Gefragt, was denn die Kinder in der übrigen Zeit machen sollten, sagte Bensinger-Stolze, sie habe dafür keine Lösung. „Wir sind da in einem Spannungsfeld, das ist mir klar.“ Die GEW kritisiert, dass die Schulbehörde sich weigere, den Gesamtpersonalrat bei den Coronamaßnahmen mitbestimmen zu lassen. Dieser zog deshalb vors Verwaltungsgericht und bekam im Eilverfahren recht.
Laut Schulbehördensprecher Peter Albrecht ging es dem Gesamtpersonalrat unter anderem um eine Maskenpflicht für alle Schulbeschäftigten. Doch die könnte seine Behörde schon mangels Zuständigkeit für das Infektionsschutzgesetz nicht erlassen, so Albrecht. Die Schulbehörde habe deshalb gegen den Beschluss Beschwerde beim Oberverwaltungsgericht eingelegt.
Gar keine Beteiligung der Eltern beklagt indes Anna-Maria Kuricová von „Familien in der Krise“. Die Pläne des Schulsenators seien „Zauder-Politik“ und Hamburg „Schlusslicht in Deutschland“. Kuricová ist Mutter und baut in Hamburg einen Ableger der bundesweiten Initiative auf.

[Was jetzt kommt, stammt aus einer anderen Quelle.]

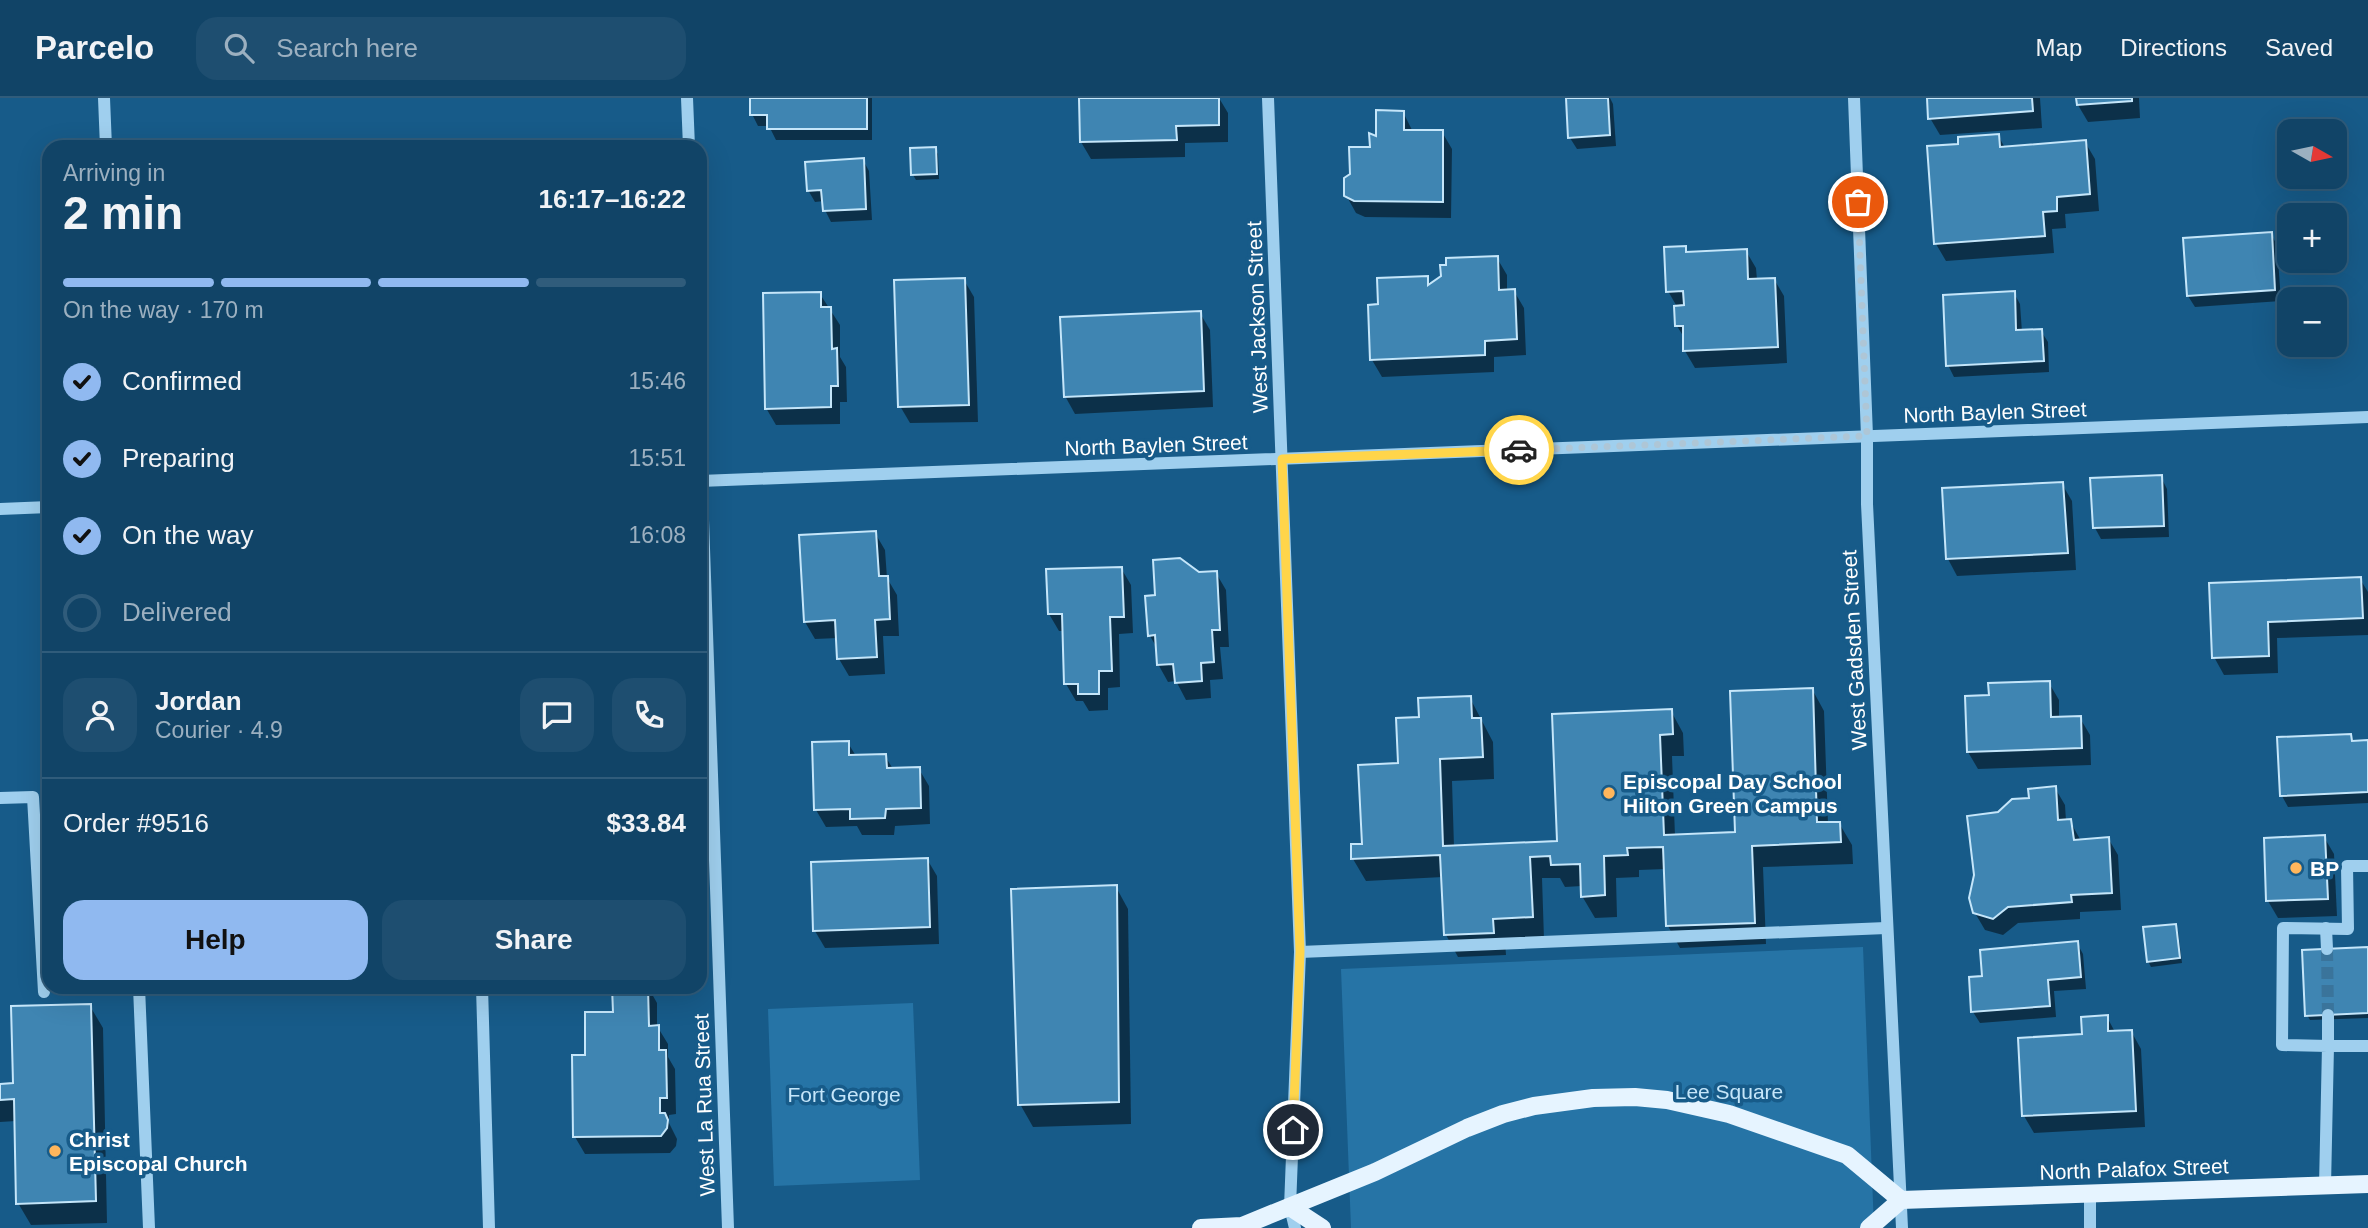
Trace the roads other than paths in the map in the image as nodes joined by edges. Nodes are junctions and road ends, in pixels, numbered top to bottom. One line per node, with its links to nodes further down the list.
1 (104, 98): 5 (street)
2 (687, 98): 6 (street)
3 (1268, 98): 9 (street, West Jackson Street)
4 (1854, 98): 8 (street, West Gadsden Street)
5 (106, 140)
6 (689, 140)
7 (2368, 417): 8 (street, North Baylen Street)
8 (1867, 436): 9 (street, North Baylen Street); 16 (street, West Gadsden Street)
9 (1282, 459): 10 (street, North Baylen Street); 19 (street, West Jackson Street)
10 (707, 481)
11 (42, 507): 12 (street)
12 (0, 509)
13 (707, 647): 33 (street, West La Rua Street)
14 (0, 798): 20 (street)
15 (2368, 866): 17 (street)
16 (1886, 928): 19 (street); 29 (street, West Gadsden Street)
17 (2326, 928): 18 (street); 24 (street)
18 (2327, 949)
19 (1300, 951): 30 (street, West Jackson Street)
20 (42, 957)
21 (139, 994): 31 (street)
22 (482, 994): 32 (street)
23 (2328, 1015): 24 (street)
24 (2328, 1046): 25 (street); 27 (street)
25 (2368, 1046)
26 (2368, 1184): 27 (main road, North Palafox Street)
27 (2325, 1186): 28 (main road, North Palafox Street)
28 (2090, 1194): 29 (main road, North Palafox Street); 39 (street)
29 (1901, 1200): 30 (main road); 37 (main road); 38 (street, West Gadsden Street)
30 (1290, 1207): 34 (main road); 35 (street, West Jackson Street); 36 (main road)
31 (149, 1228)
32 (489, 1228)
33 (728, 1228)
34 (1201, 1228)
35 (1295, 1228)
36 (1322, 1228)
37 (1869, 1228)
38 (1902, 1228)
39 (2090, 1228)

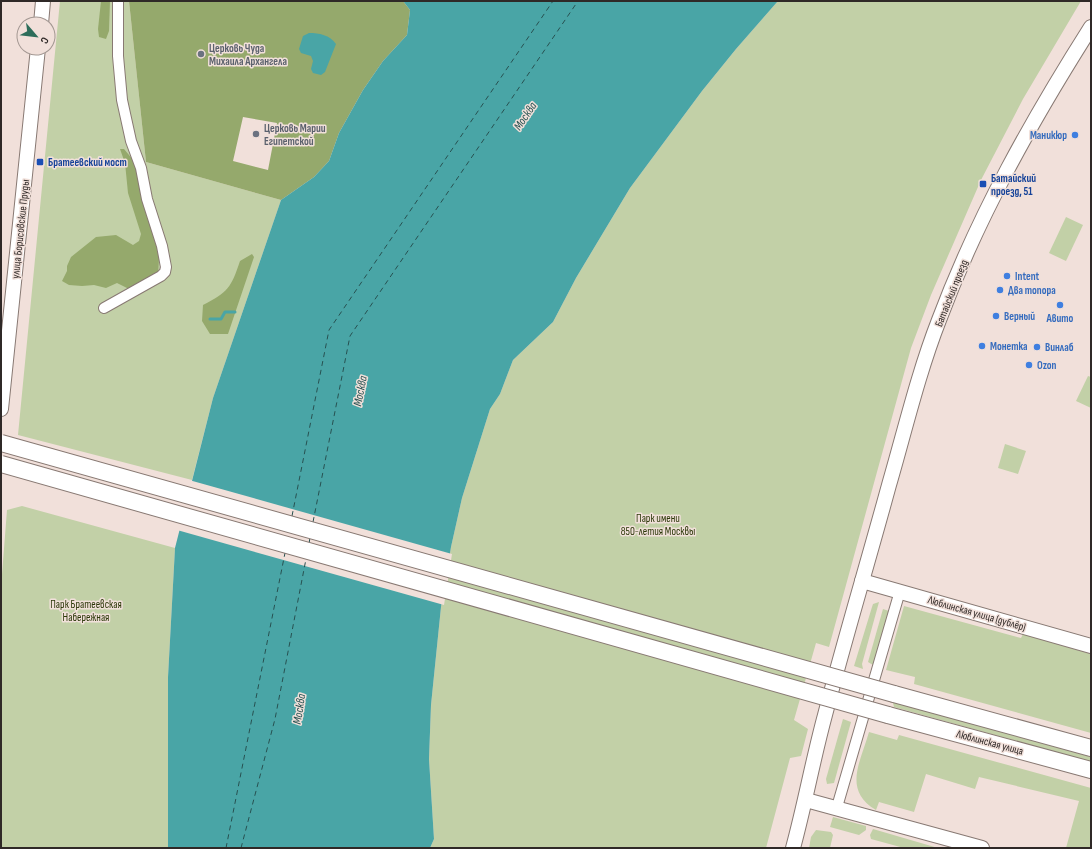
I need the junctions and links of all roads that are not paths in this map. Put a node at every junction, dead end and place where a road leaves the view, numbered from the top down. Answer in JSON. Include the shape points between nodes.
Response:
{"nodes":[{"id":1,"x":43,"y":1,"type":"edge"},
{"id":2,"x":118,"y":1,"type":"edge"},
{"id":3,"x":42,"y":16,"type":"edge"},
{"id":4,"x":1091,"y":26,"type":"edge"},
{"id":5,"x":37,"y":56,"type":"edge"},
{"id":6,"x":104,"y":308,"type":"dead end"},
{"id":7,"x":2,"y":392,"type":"edge"},
{"id":8,"x":1,"y":409,"type":"edge"},
{"id":9,"x":1,"y":442,"type":"edge"},
{"id":10,"x":1,"y":464,"type":"edge"},
{"id":11,"x":862,"y":581,"type":"junction"},
{"id":12,"x":900,"y":591,"type":"junction"},
{"id":13,"x":1091,"y":646,"type":"edge"},
{"id":14,"x":1091,"y":748,"type":"edge"},
{"id":15,"x":1091,"y":770,"type":"edge"},
{"id":16,"x":806,"y":800,"type":"junction"},
{"id":17,"x":838,"y":807,"type":"junction"},
{"id":18,"x":793,"y":848,"type":"edge"},
{"id":19,"x":982,"y":848,"type":"edge"}],
"edges":[{"from":1,"to":3,"type":"main road"},
{"from":2,"to":6,"type":"street","via":[[122,100],[166,267],[161,276]]},
{"from":4,"to":11,"type":"main road","name":"Батайский проезд","via":[[1005,171],[938,321]]},
{"from":5,"to":7,"type":"main road","name":"улица Борисовские Пруды"},
{"from":7,"to":8,"type":"main road","name":"улица Борисовские Пруды"},
{"from":9,"to":14,"type":"main road","name":"Люблинская улица","bridge":true},
{"from":10,"to":15,"type":"main road","name":"Люблинская улица","bridge":true},
{"from":11,"to":12,"type":"main road","name":"Люблинская улица (дублёр)"},
{"from":11,"to":16,"type":"main road","name":"Батайский проезд","via":[[824,717]]},
{"from":12,"to":13,"type":"main road","name":"Люблинская улица (дублёр)"},
{"from":12,"to":17,"type":"street"},
{"from":16,"to":17,"type":"main road"},
{"from":16,"to":18,"type":"main road","name":"Батайский проезд"},
{"from":17,"to":19,"type":"main road"}]}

Auch Rabes neuste Ankündigung sei viel zu vage, sagt sie. „Wenn es heißt ‚wahrscheinlich‘, ist es für uns nicht möglich zu planen.“
Kita-Öffnung zu kurz für eine Arbeitswoche
Auch die Kitas sind in Hamburg seit Donnerstag zwar wieder für jedes Kind zugänglich, aber nur 20 Stunden die Woche. „Das sind drei Tage. Das reicht nicht für eine Arbeitswoche.“ Laut einer Umfrage fühlten sich 90 Prozent der Eltern nicht informiert. Die Mutter fordert einen „runden Tisch im Rathaus“ mit Eltern, Lehrern, Schulleitern und Experten. Nötig sei auch ein „kindgerechter“ Plan für eine zweite Welle, denn der Verlust noch eines halben Schul- oder Kita-Jahres sei „keine Option“.
„Die Öffnung der Schulen in Verbindung mit Test ist richtig“, sagt indes auch die Linken-Schulpolitikerin Sabine Boeddinghaus. Nötig sei aber, die Schulen an der Konzeption zu beteiligen und „nicht als Behörde durchzuregieren“.